*** Supplied records ***

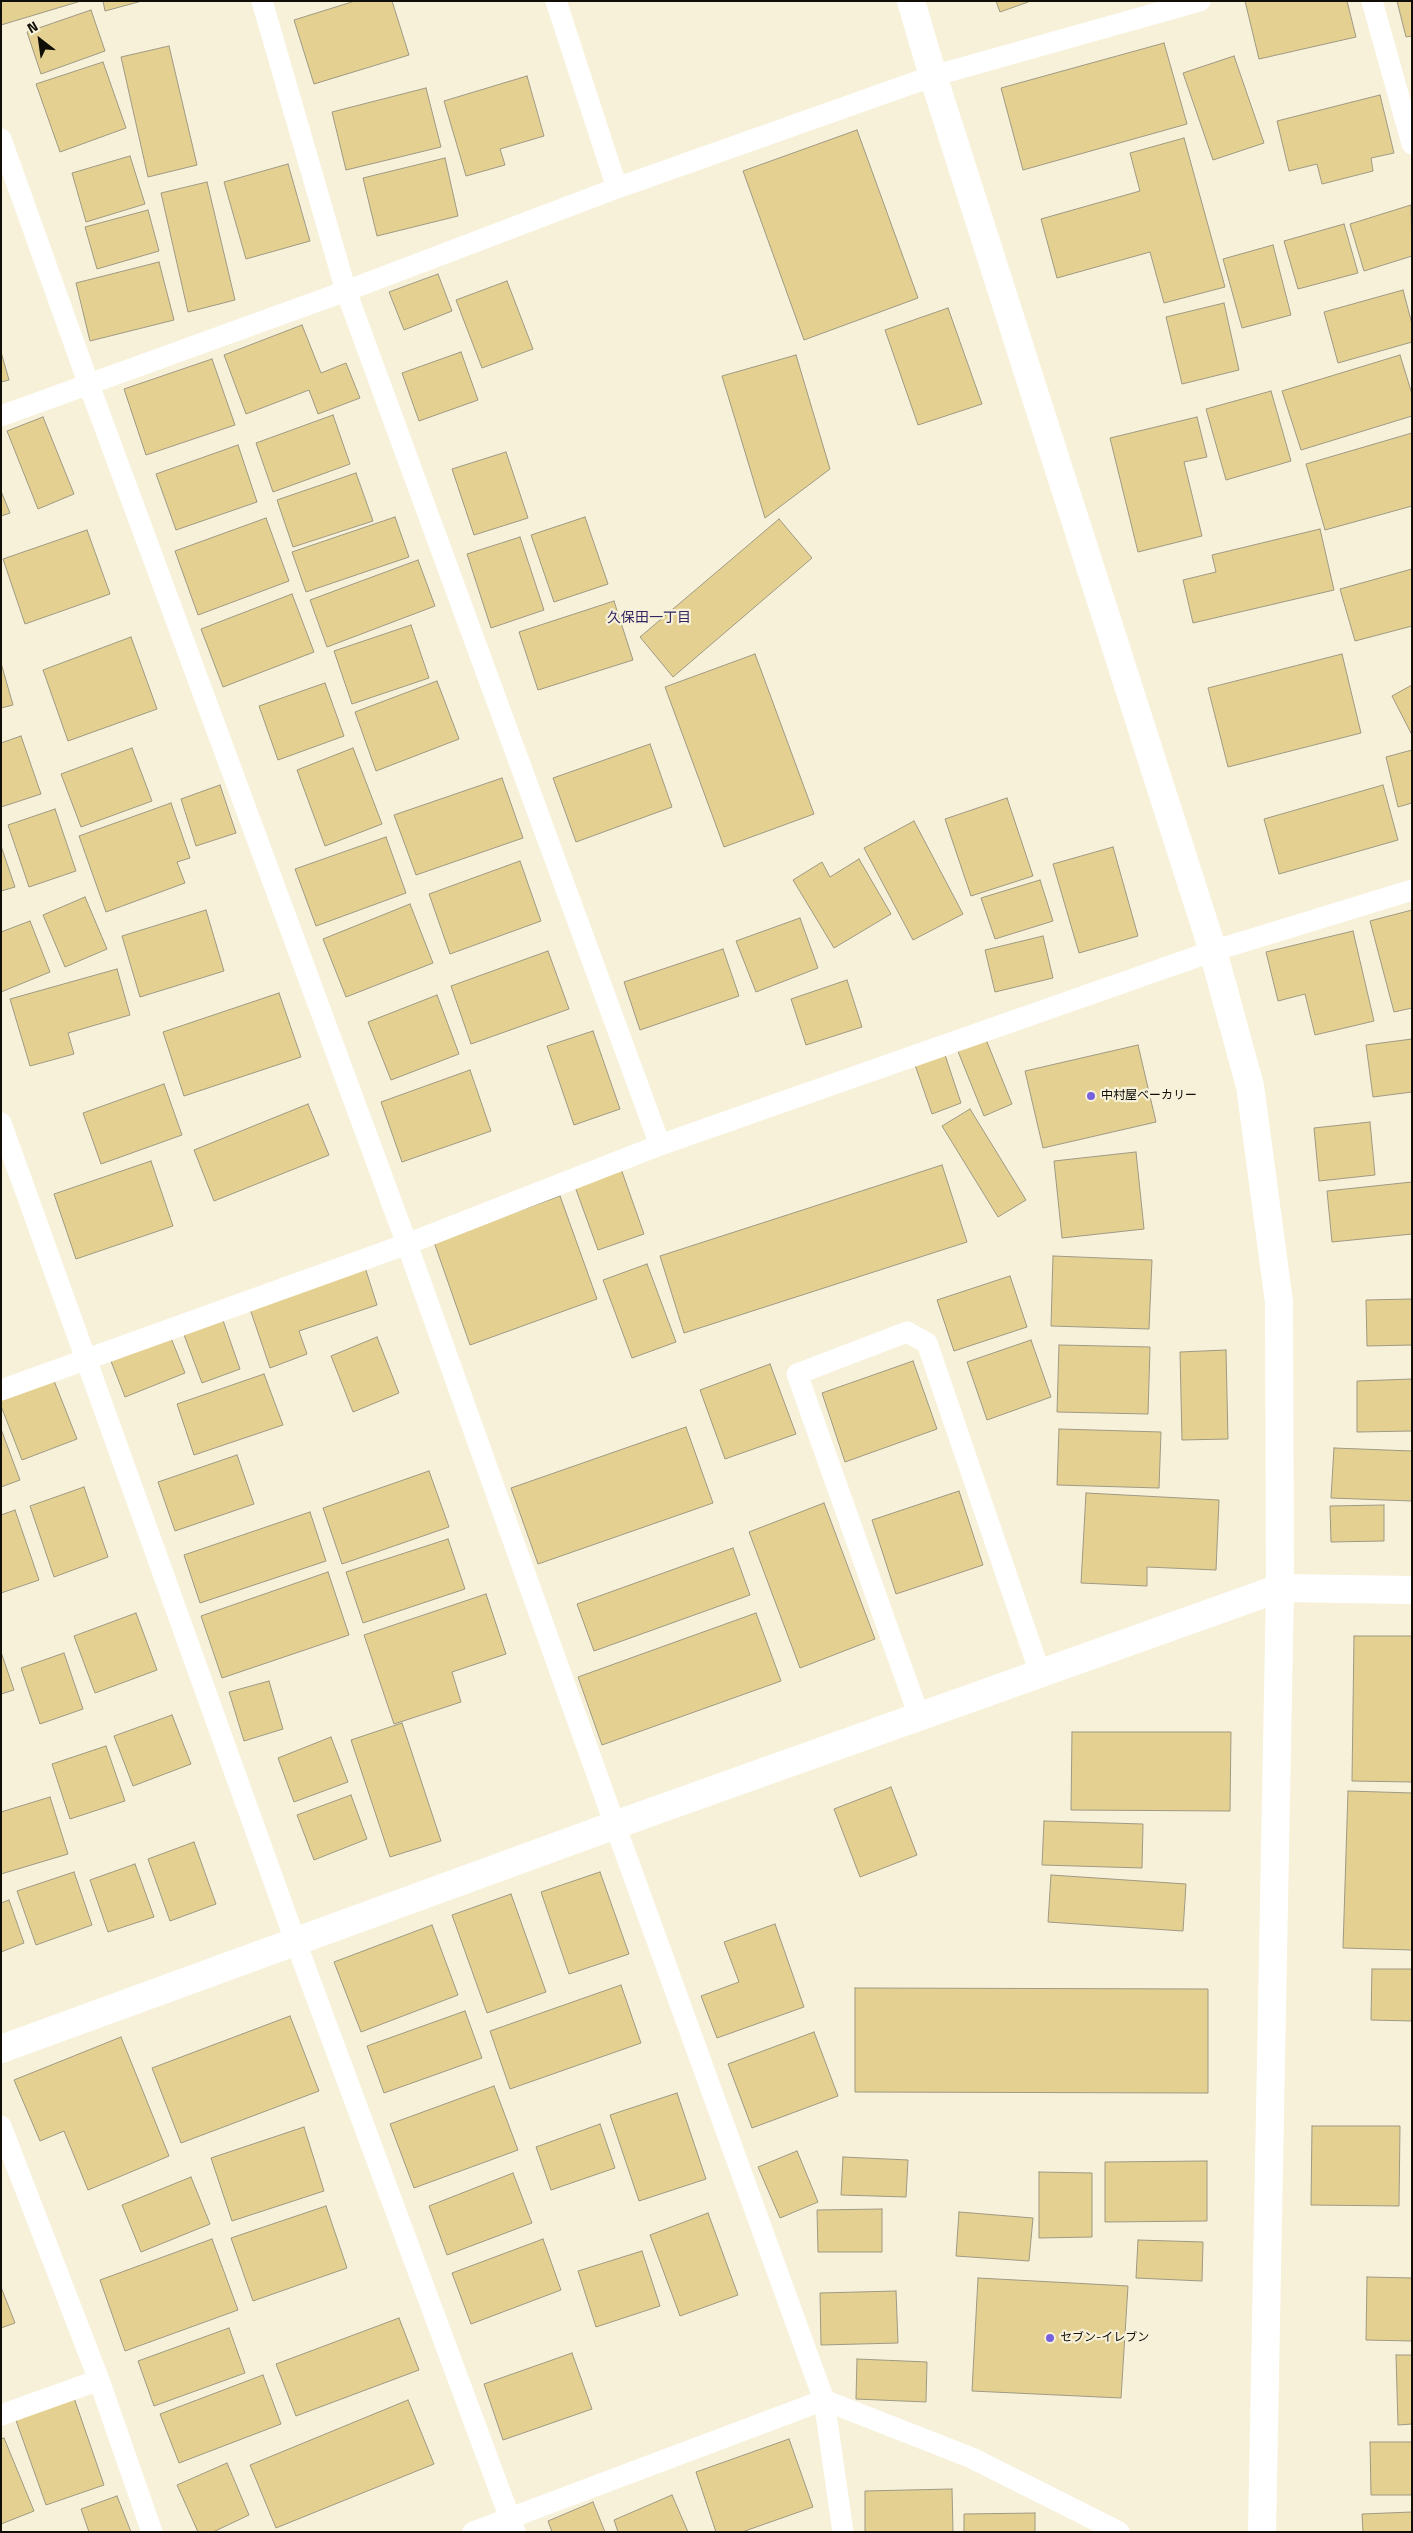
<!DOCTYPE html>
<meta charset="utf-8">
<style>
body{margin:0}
#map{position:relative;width:1413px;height:2533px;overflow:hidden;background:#f7f1d9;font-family:"Titillium Web",sans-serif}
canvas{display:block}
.frame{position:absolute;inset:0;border:2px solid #100e07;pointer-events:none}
.north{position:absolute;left:15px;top:15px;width:50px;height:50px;-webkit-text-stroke:4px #f7f1d9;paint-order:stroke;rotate:330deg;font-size:14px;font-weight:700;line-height:20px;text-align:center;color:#100e07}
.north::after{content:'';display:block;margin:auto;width:18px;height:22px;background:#100e07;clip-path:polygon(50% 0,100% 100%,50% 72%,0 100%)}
</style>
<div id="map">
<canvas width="1413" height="2533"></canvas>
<div class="frame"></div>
<div class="north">N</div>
</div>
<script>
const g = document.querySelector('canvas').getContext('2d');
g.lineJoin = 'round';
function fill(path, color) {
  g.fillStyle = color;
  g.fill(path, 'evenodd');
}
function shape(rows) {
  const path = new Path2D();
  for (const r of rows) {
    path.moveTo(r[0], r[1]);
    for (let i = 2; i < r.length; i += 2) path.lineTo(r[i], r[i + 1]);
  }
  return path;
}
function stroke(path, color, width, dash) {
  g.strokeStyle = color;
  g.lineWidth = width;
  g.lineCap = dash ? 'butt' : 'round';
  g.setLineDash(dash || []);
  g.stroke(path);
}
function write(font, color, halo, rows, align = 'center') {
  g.font = font + ' "Titillium Web","Noto Sans JP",sans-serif';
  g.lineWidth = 4.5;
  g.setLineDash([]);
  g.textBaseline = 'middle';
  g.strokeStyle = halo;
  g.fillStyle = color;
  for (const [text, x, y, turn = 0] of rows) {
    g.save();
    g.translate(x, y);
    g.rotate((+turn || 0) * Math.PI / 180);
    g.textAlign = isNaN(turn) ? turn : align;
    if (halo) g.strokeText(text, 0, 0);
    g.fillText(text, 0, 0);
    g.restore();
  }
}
const building = shape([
 [1,1,81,1,1,25,1,1],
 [103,1,142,1,105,11,103,1],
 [355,1,392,1,409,55,314,84,294,20,355,1],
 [996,1,1031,1,1000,12,996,1],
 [1245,1,1347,1,1356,37,1259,59,1245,1],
 [1397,1,1412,1,1412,36,1406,37,1397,1],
 [91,10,105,51,41,74,27,32,91,10],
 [1164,43,1187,124,1023,170,1001,88,1164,43],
 [169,46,197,165,148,177,121,57,169,46],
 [1234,56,1264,143,1213,160,1183,73,1234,56],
 [103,62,126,128,60,152,36,84,103,62],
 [527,76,544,136,500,149,505,165,466,176,444,101,527,76],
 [426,88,441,147,346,170,332,112,426,88],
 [1380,95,1394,153,1371,158,1373,171,1322,184,1317,164,1289,171,1277,121,1380,95],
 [857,130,918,298,804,340,743,171,857,130],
 [1184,138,1225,287,1164,303,1150,252,1057,278,1041,219,1140,191,1130,153,1184,138],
 [130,156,145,204,86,222,72,173,130,156],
 [445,158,458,216,377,236,363,178,445,158],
 [288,164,310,241,246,259,224,182,288,164],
 [207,182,235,300,188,312,161,193,207,182],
 [1411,205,1412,256,1364,271,1350,224,1411,205],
 [148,210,159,251,97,269,85,227,148,210],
 [1344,224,1358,273,1298,289,1284,241,1344,224],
 [1273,245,1291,315,1242,328,1223,259,1273,245],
 [159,262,174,320,90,341,76,283,159,262],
 [438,274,452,311,404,330,389,292,438,274],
 [507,281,533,349,482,368,456,300,507,281],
 [1403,290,1412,324,1412,342,1338,363,1324,312,1403,290],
 [1224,303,1239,370,1182,384,1166,317,1224,303],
 [948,308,982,404,918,425,885,330,948,308],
 [302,325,321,373,346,363,360,398,318,414,309,390,246,414,224,355,302,325],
 [1,352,9,380,1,382,1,352],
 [461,352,478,400,419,421,402,373,461,352],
 [796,355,830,469,765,518,722,376,796,355],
 [1400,355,1412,394,1412,416,1301,450,1282,391,1400,355],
 [212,359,235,425,146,455,124,389,212,359],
 [1271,391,1291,461,1226,480,1206,409,1271,391],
 [333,415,350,464,273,492,256,443,333,415],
 [43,417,74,494,38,509,7,431,43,417],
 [1197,417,1207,457,1184,462,1202,536,1138,552,1110,438,1197,417],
 [1412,433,1412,506,1325,530,1306,464,1412,433],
 [238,445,257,502,176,530,156,474,238,445],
 [506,452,528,518,474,535,452,469,506,452],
 [356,473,373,521,293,547,277,500,356,473],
 [1,491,10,513,1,516,1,491],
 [395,517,409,557,306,592,292,552,395,517],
 [585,517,608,584,554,602,531,535,585,517],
 [266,518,289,581,198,615,175,551,266,518],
 [779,519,812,558,673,677,640,637,779,519],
 [1320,529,1334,590,1193,623,1183,580,1216,572,1212,555,1320,529],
 [87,530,110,594,25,624,3,559,87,530],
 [520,537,544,610,491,628,467,554,520,537],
 [418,560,435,606,327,647,310,600,418,560],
 [1412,569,1412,626,1355,641,1340,589,1412,569],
 [292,594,314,652,223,687,201,629,292,594],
 [614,601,633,660,538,690,519,632,614,601],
 [411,625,429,678,352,704,334,651,411,625],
 [131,637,157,709,68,741,43,670,131,637],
 [755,654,814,814,724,847,665,687,755,654],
 [1342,654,1361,733,1228,767,1208,688,1342,654],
 [1,663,13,705,1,708,1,663],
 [437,681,459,739,376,771,355,712,437,681],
 [325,683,344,736,278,760,259,706,325,683],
 [1412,685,1412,735,1392,696,1412,685],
 [21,736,41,794,1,807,1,743,21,736],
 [650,744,672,807,576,842,553,778,650,744],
 [132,748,152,801,81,827,61,774,132,748],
 [353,748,382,824,325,846,297,770,353,748],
 [1412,750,1412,803,1398,807,1386,757,1412,750],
 [502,778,523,838,416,875,394,815,502,778],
 [220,785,236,833,196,846,181,799,220,785],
 [1383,785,1398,840,1279,874,1264,819,1383,785],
 [1007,798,1033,876,971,896,945,819,1007,798],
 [171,803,190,858,177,862,185,883,106,912,79,836,171,803],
 [55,809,76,871,29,887,8,825,55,809],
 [914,821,963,914,913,940,864,848,914,821],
 [386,837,406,893,316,926,295,869,386,837],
 [1,846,15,887,1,891,1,846],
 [1113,847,1138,936,1079,953,1053,864,1113,847],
 [859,859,891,914,834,948,793,880,822,862,830,877,859,859],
 [520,861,541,921,450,954,429,894,520,861],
 [1040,880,1053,921,995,939,981,898,1040,880],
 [85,897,107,949,65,967,43,915,85,897],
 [410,904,433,963,346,997,323,939,410,904],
 [206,910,224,971,140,997,122,936,206,910],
 [1412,910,1412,1008,1394,1012,1370,921,1412,910],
 [800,918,818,968,756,992,736,941,800,918],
 [30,921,50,972,1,992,1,932,30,921],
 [1353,931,1374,1021,1315,1035,1305,994,1278,1001,1266,952,1353,931],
 [1043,936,1053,978,995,992,985,950,1043,936],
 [723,949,739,996,640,1030,624,982,723,949],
 [548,951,569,1009,471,1044,451,986,548,951],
 [117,969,130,1015,68,1033,74,1054,30,1066,10,999,117,969],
 [847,980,862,1027,806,1045,791,999,847,980],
 [279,993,301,1057,184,1096,163,1032,279,993],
 [437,995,459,1054,391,1080,368,1022,437,995],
 [593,1031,620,1109,574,1125,547,1046,593,1031],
 [985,1037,1012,1104,984,1116,957,1049,985,1037],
 [1412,1039,1412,1092,1373,1097,1366,1045,1412,1039],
 [1138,1045,1156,1122,1043,1148,1025,1071,1138,1045],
 [944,1052,961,1103,932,1114,914,1062,944,1052],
 [470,1070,491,1131,402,1162,381,1102,470,1070],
 [164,1084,182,1135,101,1164,83,1113,164,1084],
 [308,1104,329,1155,214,1201,194,1150,308,1104],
 [970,1109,1026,1200,998,1217,942,1126,970,1109],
 [1370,1122,1375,1175,1319,1181,1314,1128,1370,1122],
 [1136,1152,1144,1229,1062,1238,1054,1161,1136,1152],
 [151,1161,173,1226,76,1259,54,1194,151,1161],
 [942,1165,967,1242,684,1333,660,1256,942,1165],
 [620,1166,644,1234,598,1250,574,1184,620,1166],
 [1412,1182,1412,1234,1332,1242,1327,1191,1412,1182],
 [560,1196,597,1299,470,1345,434,1242,560,1196],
 [1053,1256,1152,1260,1149,1329,1051,1326,1053,1256],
 [363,1261,377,1305,299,1331,307,1354,270,1368,247,1300,363,1261],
 [647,1264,676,1342,632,1358,603,1280,647,1264],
 [1010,1276,1027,1327,954,1351,937,1300,1010,1276],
 [1412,1299,1412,1345,1367,1346,1366,1300,1412,1299],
 [219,1309,240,1369,202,1383,180,1324,219,1309],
 [167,1328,185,1373,125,1397,107,1351,167,1328],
 [377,1337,399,1393,353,1412,331,1356,377,1337],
 [1031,1340,1051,1397,987,1420,967,1362,1031,1340],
 [1059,1345,1150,1347,1148,1414,1057,1412,1059,1345],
 [1226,1350,1228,1439,1182,1440,1180,1352,1226,1350],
 [913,1361,937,1429,845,1462,822,1393,913,1361],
 [770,1364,796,1434,725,1459,700,1390,770,1364],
 [49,1368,77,1439,22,1460,1,1406,1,1387,49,1368],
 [264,1374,283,1425,194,1455,177,1404,264,1374],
 [1412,1379,1412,1431,1357,1432,1357,1381,1412,1379],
 [686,1427,713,1503,538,1564,511,1488,686,1427],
 [1,1429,20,1480,1,1487,1,1429],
 [1059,1429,1161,1432,1159,1488,1057,1485,1059,1429],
 [1334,1448,1412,1451,1412,1501,1331,1498,1334,1448],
 [237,1455,254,1504,175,1531,158,1482,237,1455],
 [429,1471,449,1527,342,1564,323,1508,429,1471],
 [84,1487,108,1557,54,1577,30,1506,84,1487],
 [959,1491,983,1565,896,1594,872,1520,959,1491],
 [1086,1493,1219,1500,1216,1570,1147,1567,1147,1586,1081,1583,1086,1493],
 [824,1503,875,1639,800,1668,749,1532,824,1503],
 [1384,1505,1384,1541,1331,1542,1330,1506,1384,1505],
 [15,1510,39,1580,1,1593,1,1515,15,1510],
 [310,1512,326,1561,200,1603,184,1555,310,1512],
 [448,1539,465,1589,363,1623,346,1572,448,1539],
 [733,1548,750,1595,594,1651,577,1604,733,1548],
 [328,1572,349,1635,222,1678,201,1616,328,1572],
 [486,1594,506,1654,452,1672,461,1702,394,1724,364,1635,486,1594],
 [136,1613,157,1670,95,1693,74,1636,136,1613],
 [756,1613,781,1681,602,1745,578,1677,756,1613],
 [1354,1636,1412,1636,1412,1782,1352,1781,1354,1636],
 [1,1652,14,1690,1,1694,1,1652],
 [64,1653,83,1709,40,1724,21,1668,64,1653],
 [269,1681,283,1729,244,1741,229,1692,269,1681],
 [172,1715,191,1764,133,1786,114,1736,172,1715],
 [402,1723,441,1841,390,1857,351,1740,402,1723],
 [1072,1732,1231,1732,1230,1811,1071,1810,1072,1732],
 [331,1737,348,1782,294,1802,278,1758,331,1737],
 [106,1746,125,1801,70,1819,52,1764,106,1746],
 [891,1787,917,1855,860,1877,834,1809,891,1787],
 [1348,1791,1412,1793,1412,1950,1343,1948,1348,1791],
 [351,1795,367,1839,314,1860,297,1815,351,1795],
 [50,1797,68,1854,1,1874,1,1812,50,1797],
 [1044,1821,1143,1824,1142,1868,1042,1865,1044,1821],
 [194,1842,216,1904,170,1921,148,1859,194,1842],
 [135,1864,154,1917,108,1932,90,1880,135,1864],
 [74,1872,92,1925,36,1945,17,1891,74,1872],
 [600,1872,629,1954,569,1974,541,1892,600,1872],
 [1051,1875,1186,1884,1183,1931,1048,1922,1051,1875],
 [511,1894,546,1992,487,2013,452,1915,511,1894],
 [9,1900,24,1943,1,1952,1,1903,9,1900],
 [775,1924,804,2007,717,2038,701,1996,739,1982,724,1942,775,1924],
 [432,1925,458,1995,361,2032,334,1962,432,1925],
 [1372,1969,1412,1969,1412,2021,1371,2020,1372,1969],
 [621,1985,641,2043,510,2089,490,2031,621,1985],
 [855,1988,1208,1989,1208,2093,855,2092,855,1988],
 [465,2011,482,2058,384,2093,367,2046,465,2011],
 [290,2016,319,2091,181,2143,152,2068,290,2016],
 [814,2032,838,2096,752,2128,728,2064,814,2032],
 [121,2037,169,2156,88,2190,64,2131,40,2141,14,2080,121,2037],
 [494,2086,518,2150,414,2188,390,2124,494,2086],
 [677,2093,706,2179,639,2201,610,2115,677,2093],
 [600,2124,615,2168,551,2190,536,2147,600,2124],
 [1312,2126,1400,2126,1399,2206,1311,2205,1312,2126],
 [304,2127,324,2191,232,2221,211,2158,304,2127],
 [797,2151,818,2202,780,2218,758,2167,797,2151],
 [843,2157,908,2160,906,2197,841,2195,843,2157],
 [1207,2161,1207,2221,1105,2222,1105,2162,1207,2161],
 [1039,2172,1092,2173,1092,2237,1039,2238,1039,2172],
 [513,2173,532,2223,447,2255,429,2206,513,2173],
 [191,2177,210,2224,141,2252,122,2205,191,2177],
 [326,2206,347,2268,253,2301,231,2238,326,2206],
 [882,2209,882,2252,818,2252,817,2210,882,2209],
 [959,2212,1033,2218,1029,2261,956,2256,959,2212],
 [708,2213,738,2295,680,2316,650,2235,708,2213],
 [212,2239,238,2310,125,2351,100,2280,212,2239],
 [543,2239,561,2290,471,2324,452,2273,543,2239],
 [1138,2240,1203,2242,1202,2281,1136,2278,1138,2240],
 [642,2251,660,2306,596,2327,578,2271,642,2251],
 [1367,2277,1412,2278,1412,2341,1366,2340,1367,2277],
 [978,2278,1128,2286,1121,2398,972,2391,978,2278],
 [1,2287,15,2323,1,2328,1,2287],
 [896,2291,898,2343,821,2345,820,2293,896,2291],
 [399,2318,419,2370,296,2416,276,2364,399,2318],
 [229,2328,245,2373,154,2406,138,2361,229,2328],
 [572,2353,592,2409,503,2440,484,2384,572,2353],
 [1396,2355,1412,2355,1412,2424,1398,2425,1396,2355],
 [857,2359,927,2362,926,2402,856,2399,857,2359],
 [263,2375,281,2424,179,2463,160,2414,263,2375],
 [72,2392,104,2485,46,2505,13,2412,72,2392],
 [408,2400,434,2464,276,2528,250,2465,408,2400],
 [4,2438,34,2511,1,2524,1,2439,4,2438],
 [789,2439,813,2507,742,2532,716,2532,696,2472,789,2439],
 [1370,2442,1412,2442,1412,2495,1371,2495,1370,2442],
 [227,2463,249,2515,213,2532,198,2532,177,2485,227,2463],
 [952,2489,953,2532,865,2532,865,2491,952,2489],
 [672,2495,688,2532,618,2532,614,2520,672,2495],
 [117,2496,131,2532,89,2532,81,2509,117,2496],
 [593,2502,605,2532,552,2532,548,2521,593,2502],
 [1412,2512,1412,2532,1363,2532,1362,2514,1412,2512],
 [1035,2513,1035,2532,964,2532,964,2514,1035,2513]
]);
fill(building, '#e4d192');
stroke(building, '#9f9983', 1);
stroke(shape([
 [262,1,346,291,660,1145],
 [556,1,617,188],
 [1372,1,1412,144],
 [1,139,89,385,407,1244,615,1825,824,2400,843,2532],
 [1,416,346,291,617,188,933,76,1200,1],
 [1,1123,295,1940,515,2532],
 [1,1390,407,1244,660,1145,1213,951,1412,890],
 [919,1716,797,1374,907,1332,927,1343,1040,1673],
 [1,2126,99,2380,152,2532],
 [1,2415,99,2380],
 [473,2532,824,2400,972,2458,1119,2532]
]), '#fff', 21);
stroke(shape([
 [1,2049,615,1825,1280,1588,1412,1590]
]), '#fff', 28);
stroke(shape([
 [911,1,933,76,1213,951,1250,1086,1279,1302,1280,1588,1262,2532]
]), '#fff', 28);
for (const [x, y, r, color] of [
 [1091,1096,5,"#7760db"],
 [1050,2338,5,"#7760db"]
]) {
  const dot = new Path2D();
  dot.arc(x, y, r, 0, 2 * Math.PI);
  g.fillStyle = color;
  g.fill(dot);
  stroke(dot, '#f7f1d9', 2);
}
write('12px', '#100e07', '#f7f1d9', [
 ["中村屋ベーカリー",1101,1096],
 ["セブン-イレブン",1060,2338]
], 'left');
write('14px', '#312661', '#f7f1d9', [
 ["久保田一丁目",649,619]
]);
</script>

***

Prompt -
Transcribe, exactly and without additions, the lines of the records above, beginning with the line that contains "for (let i = 2;" and ending with the line that contains "if (halo) g.strokeText(text, 0, 0);", both included.

Your response -
    for (let i = 2; i < r.length; i += 2) path.lineTo(r[i], r[i + 1]);
  }
  return path;
}
function stroke(path, color, width, dash) {
  g.strokeStyle = color;
  g.lineWidth = width;
  g.lineCap = dash ? 'butt' : 'round';
  g.setLineDash(dash || []);
  g.stroke(path);
}
function write(font, color, halo, rows, align = 'center') {
  g.font = font + ' "Titillium Web","Noto Sans JP",sans-serif';
  g.lineWidth = 4.5;
  g.setLineDash([]);
  g.textBaseline = 'middle';
  g.strokeStyle = halo;
  g.fillStyle = color;
  for (const [text, x, y, turn = 0] of rows) {
    g.save();
    g.translate(x, y);
    g.rotate((+turn || 0) * Math.PI / 180);
    g.textAlign = isNaN(turn) ? turn : align;
    if (halo) g.strokeText(text, 0, 0);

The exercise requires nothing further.